— Your objective —
Reading the records below, count the lines in which the string "index" appears; write the number only.

— Records to process —

——

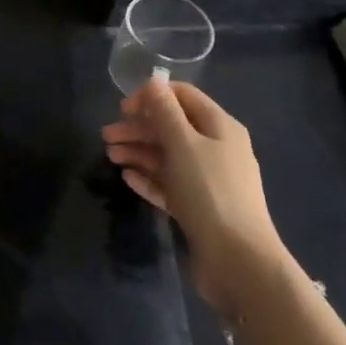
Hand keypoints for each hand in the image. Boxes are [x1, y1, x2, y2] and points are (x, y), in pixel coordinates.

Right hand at [103, 80, 282, 314]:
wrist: (239, 262)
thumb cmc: (210, 192)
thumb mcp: (183, 144)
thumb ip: (165, 111)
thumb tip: (153, 82)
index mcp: (220, 127)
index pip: (183, 96)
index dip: (152, 96)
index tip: (123, 109)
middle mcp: (217, 149)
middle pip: (172, 127)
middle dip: (139, 128)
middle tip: (107, 137)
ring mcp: (209, 181)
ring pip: (168, 157)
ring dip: (139, 152)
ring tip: (110, 157)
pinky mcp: (200, 208)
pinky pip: (170, 184)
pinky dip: (150, 178)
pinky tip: (128, 178)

——

— Task response —
4